START EXTRACTED RECORDS

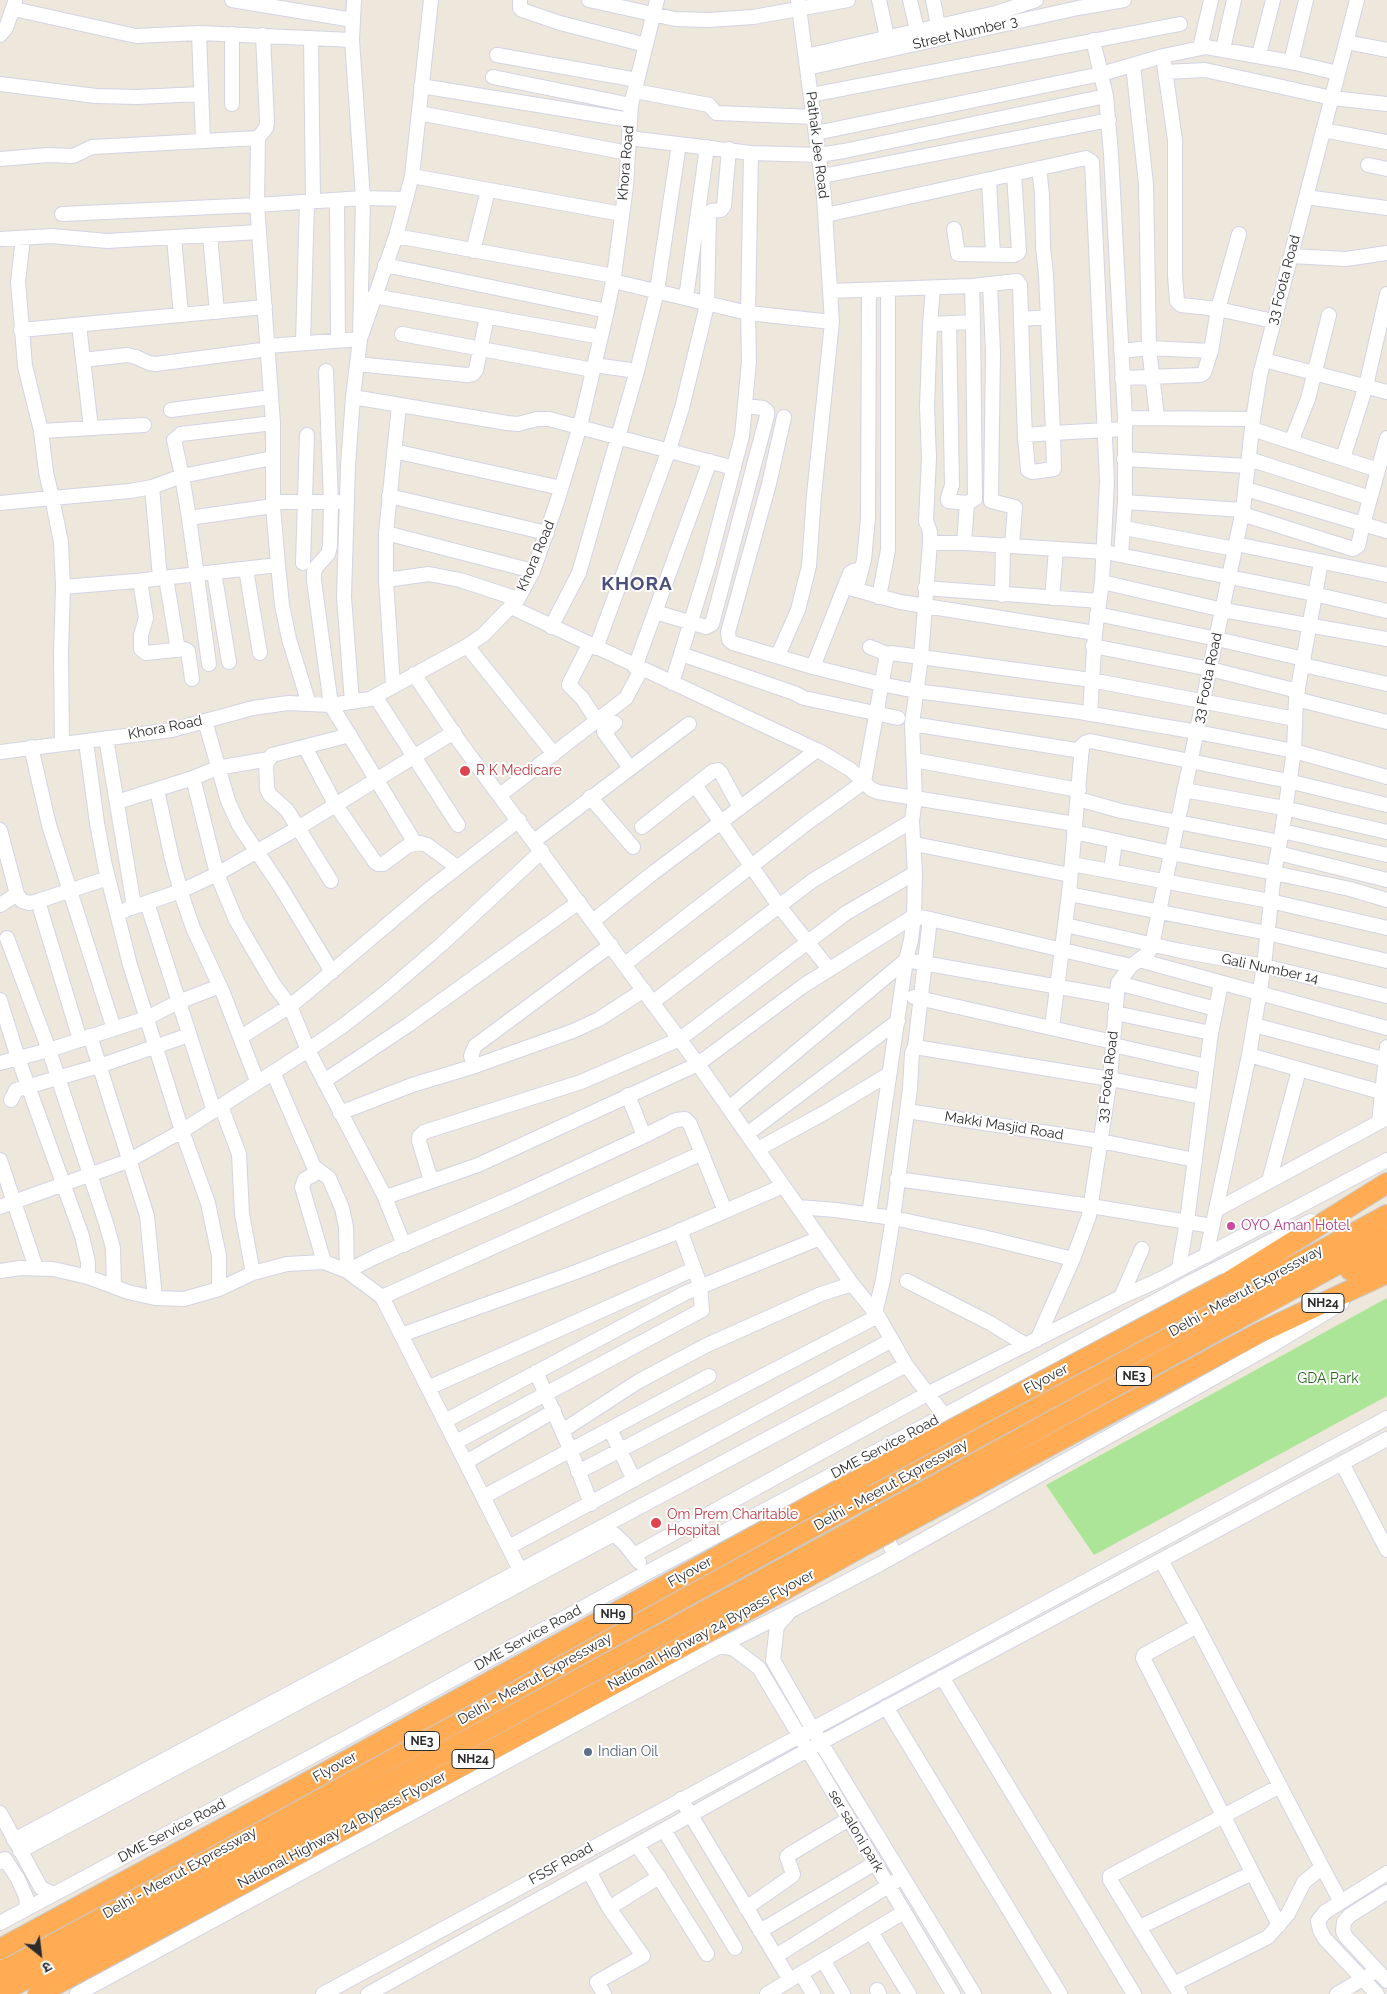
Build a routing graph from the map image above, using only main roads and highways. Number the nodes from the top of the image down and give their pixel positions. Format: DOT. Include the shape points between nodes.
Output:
graph roads {
  1 [pos="1383,1192"];
  2 [pos="1387,1215"];
  3 [pos="1387,1237"];
  4 [pos="1387,1254"];
  5 [pos="1303,1260"];
  6 [pos="1387,1274"];
  7 [pos="1251,1312"];
  8 [pos="885,1524"];
  9 [pos="0,1949"];
  10 [pos="0,1972"];
  11 [pos="0,1993"];
  12 [pos="38,1994"];
  1 -- 5 [label="highway"];
  1 -- 9 [label="highway, Flyover / NH9, bridge" via="1227,1283 835,1492"];
  2 -- 5 [label="highway, Delhi - Meerut Expressway / NE3"];
  3 -- 7 [label="highway, Delhi - Meerut Expressway / NE3"];
  4 -- 7 [label="highway"];
  5 -- 10 [label="highway, Delhi - Meerut Expressway / NE3, bridge"];
  6 -- 8 [label="highway, National Highway 24 Bypass Flyover / NH24" via="1259,1333"];
  7 -- 8 [label="highway, Delhi - Meerut Expressway / NE3"];
  8 -- 11 [label="highway, Delhi - Meerut Expressway / NE3, bridge" via="854,1530"];
  8 -- 12 [label="highway, National Highway 24 Bypass Flyover / NH24, bridge" via="638,1670"];
}
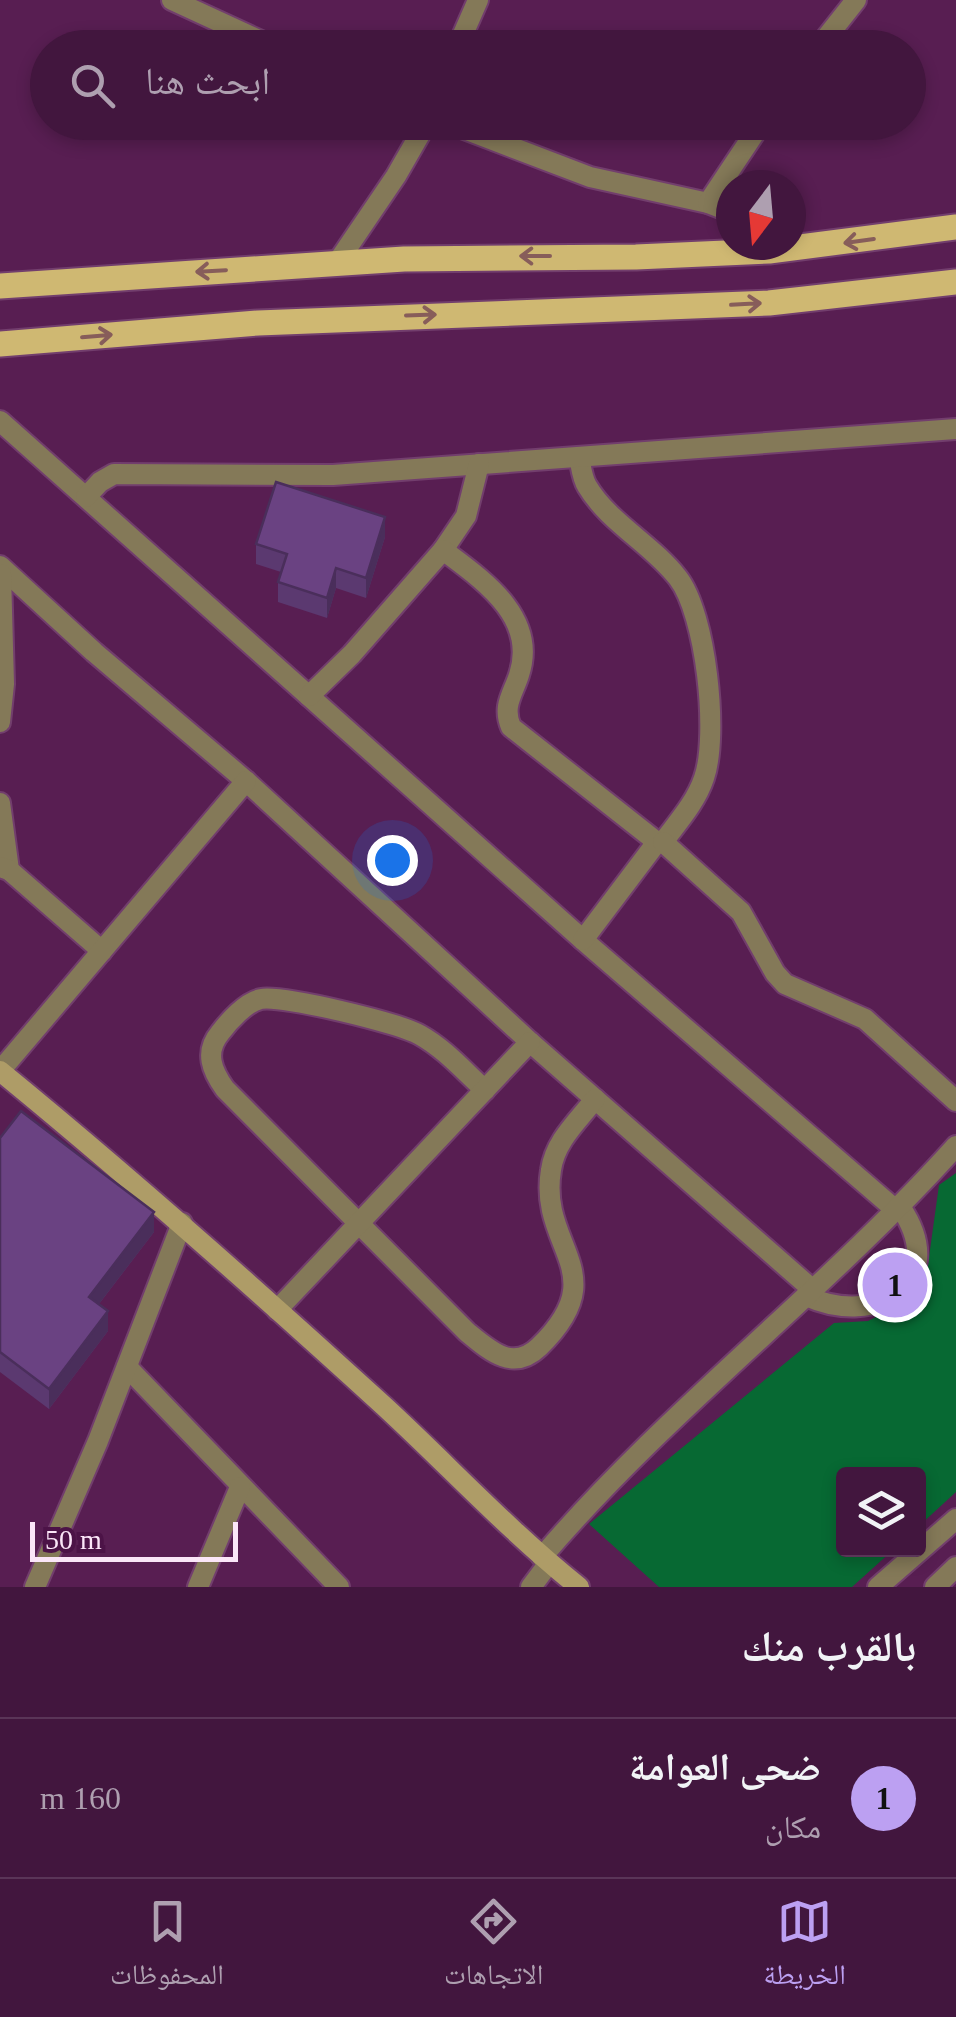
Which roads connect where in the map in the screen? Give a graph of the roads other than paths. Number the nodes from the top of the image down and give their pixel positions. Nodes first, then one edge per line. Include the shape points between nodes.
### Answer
1 (172, 0) edge
2 (478, 0) edge
3 (856, 0) edge
4 (237, 30) edge
5 (465, 30) edge
6 (832, 30) edge
7 (417, 140) edge
8 (493, 140) edge
9 (750, 140) edge
10 (708, 203) junction
11 (716, 206) edge
12 (956, 228) edge
13 (806, 240) edge
14 (822, 246) junction
15 (337, 263) junction
16 (956, 282) edge
17 (0, 286) edge
18 (0, 344) edge
19 (0, 421) edge
20 (956, 429) edge
21 (579, 457) junction
22 (479, 464) junction
23 (86, 497) junction
24 (443, 550) junction
25 (2, 571) edge
26 (2, 684) edge
27 (309, 696) junction
28 (0, 722) edge
29 (246, 781) junction
30 (0, 803) edge
31 (660, 842) junction
32 (4, 868) edge
33 (583, 940) junction
34 (102, 951) junction
35 (530, 1042) junction
36 (0, 1071) edge
37 (485, 1090) junction
38 (595, 1099) junction
39 (956, 1101) edge
40 (956, 1146) edge
41 (899, 1210) junction
42 (182, 1223) junction
43 (360, 1225) junction
44 (810, 1293) junction
45 (277, 1310) junction
46 (126, 1367) junction
47 (240, 1486) junction
48 (956, 1519) edge
49 (545, 1560) junction
50 (956, 1567) edge
51 (34, 1587) edge
52 (198, 1587) edge
53 (338, 1587) edge
54 (531, 1587) edge
55 (579, 1587) edge
56 (879, 1587) edge
57 (935, 1587) edge

1 - 4 street
2 - 5 street
3 - 6 street
7 - 15 street
8 - 10 street via 590,177
9 - 10 street
10 - 11 street
12 -> 14 main road
13 - 14 street
14 -> 15 main road
15 -> 17 main road
18 -> 16 main road via 276,322 769,303
19 - 23 street
20 - 21 street
21 - 22 street
21 - 31 street via 584,484 681,581 700,635 711,706 709,755 697,793
22 - 23 street via 334,475 114,474
22 - 24 street via 466,516
23 - 27 street
24 - 27 street
24 - 31 street via 482,580 520,627 524,654 506,708 511,727
25 - 26 street
25 - 29 street
26 - 28 street
27 - 33 street
29 - 34 street
29 - 35 street
30 - 32 street
31 - 33 street
31 - 39 street via 741,912 784,984 865,1019
32 - 34 street
33 - 41 street
34 - 36 street
35 - 37 street
35 - 38 street
36 - 42 street
37 - 43 street
37 - 43 street via 417,1033 347,1013 267,998 244,1008 220,1032 212,1045 213,1073
38 - 43 street via 556,1148 551,1166 551,1207 575,1272 568,1312 529,1356 510,1360 487,1348
38 - 44 street
40 - 41 street
41 - 44 street
41 - 44 street via 916,1250 905,1288 859,1308 840,1308
42 - 45 street
42 - 46 street
43 - 45 street
44 - 49 street via 592,1498
45 - 49 street
46 - 47 street
46 - 51 street
47 - 52 street
47 - 53 street
48 - 56 street
49 - 54 street
49 - 55 street
50 - 57 street

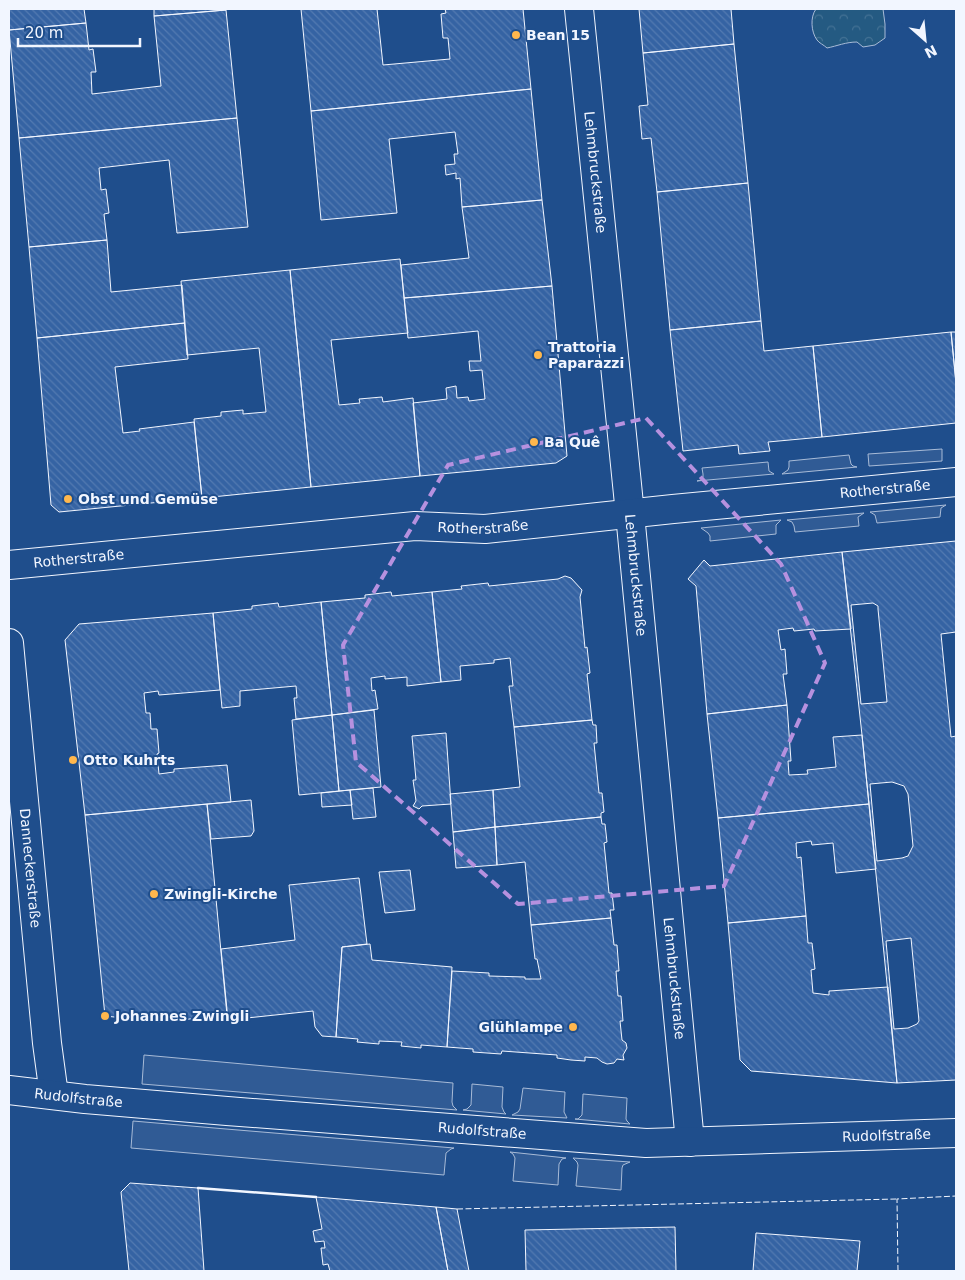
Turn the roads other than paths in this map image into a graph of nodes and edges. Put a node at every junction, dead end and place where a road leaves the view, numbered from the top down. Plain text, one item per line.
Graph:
1 (579, 9) edge
2 (956, 482) edge
3 (630, 514) junction
4 (9, 565) edge
5 (9, 643) edge
6 (9, 1090) edge
7 (54, 1095) junction
8 (956, 1133) edge
9 (690, 1142) junction

1 - 3 street, Lehmbruckstraße
2 - 3 street, Rotherstraße
3 - 4 street, Rotherstraße
3 - 9 street, Lehmbruckstraße
5 - 7 street, Danneckerstraße
6 - 7 street, Rudolfstraße
7 - 9 street, Rudolfstraße
8 - 9 street, Rudolfstraße

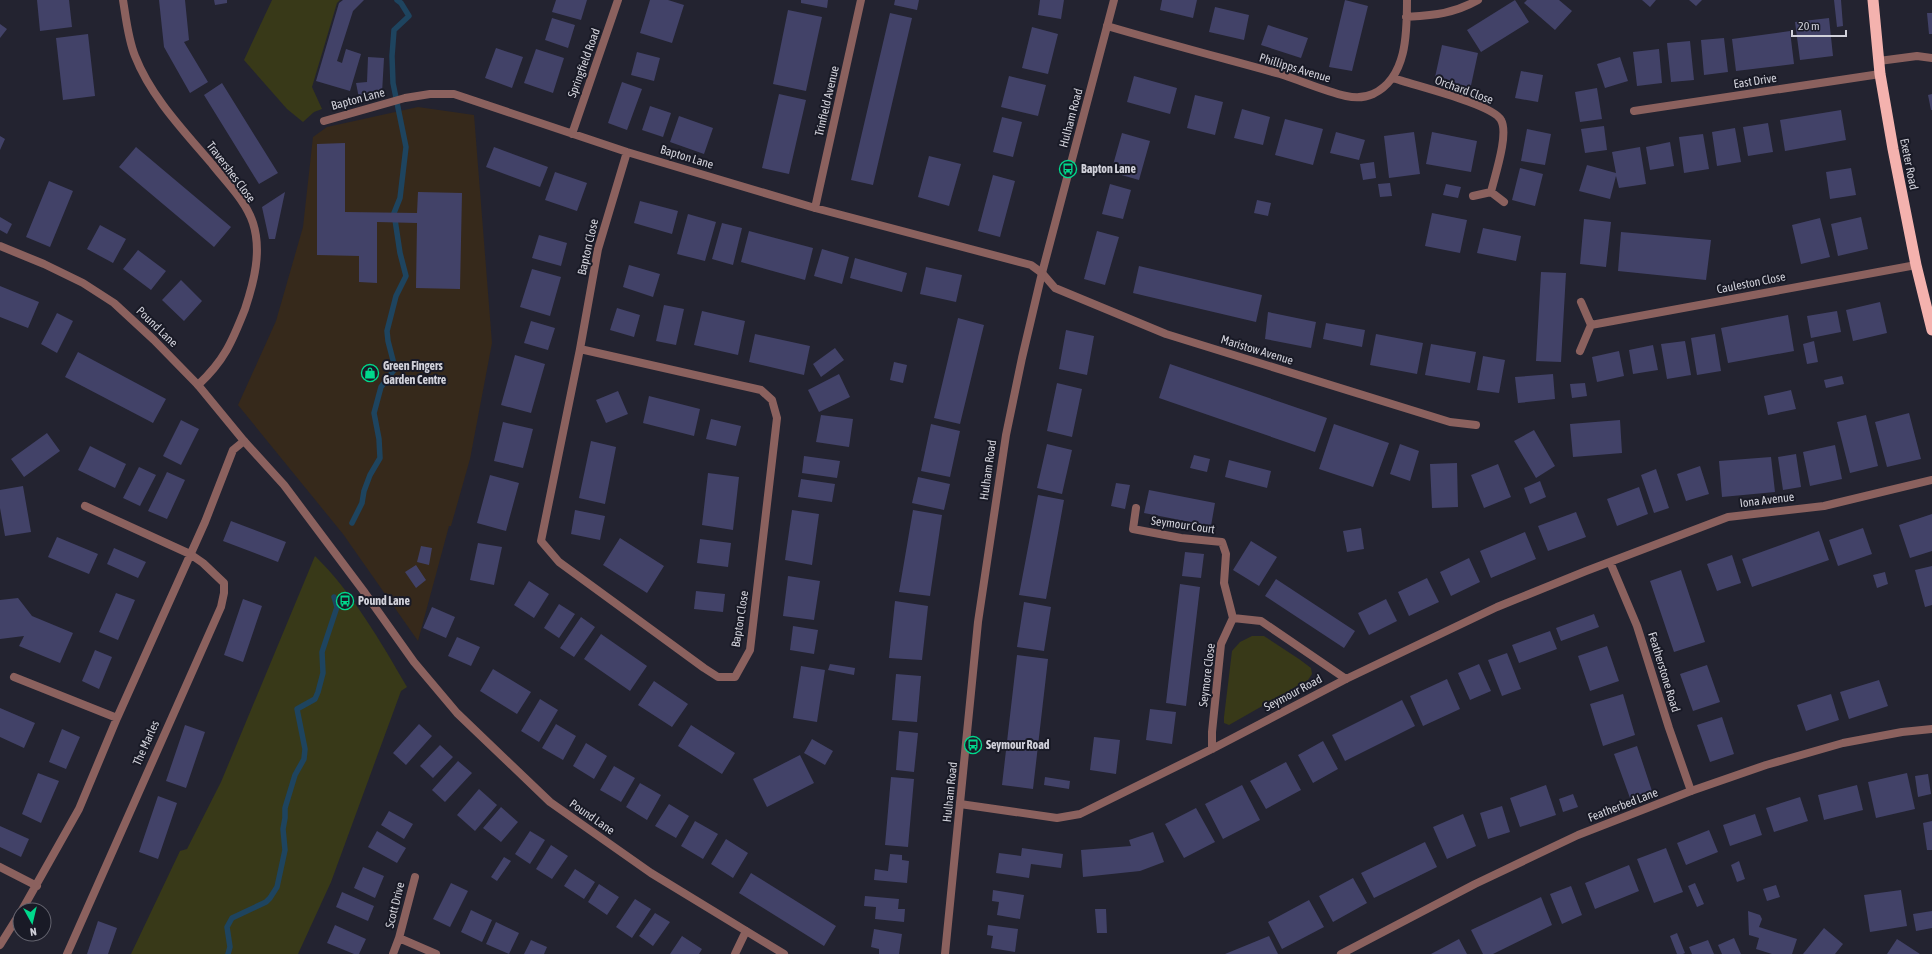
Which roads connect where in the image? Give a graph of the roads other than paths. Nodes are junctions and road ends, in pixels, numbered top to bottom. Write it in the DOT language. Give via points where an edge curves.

END EXTRACTED RECORDS

WHAT YOU NEED TO DO
Every line that holds the word "shape" should be copied from the records above.

RESULT OF THE TASK
Build a routing graph from the map image above, using only main roads and highways. Number the nodes from the top of the image down and give their pixel positions. Format: DOT. Include the shape points between nodes.
Which roads connect where in the map in the screen? Give a graph of the roads other than paths. Number the nodes from the top of the image down and give their pixel positions. Nodes first, then one edge per line. Include the shape points between nodes.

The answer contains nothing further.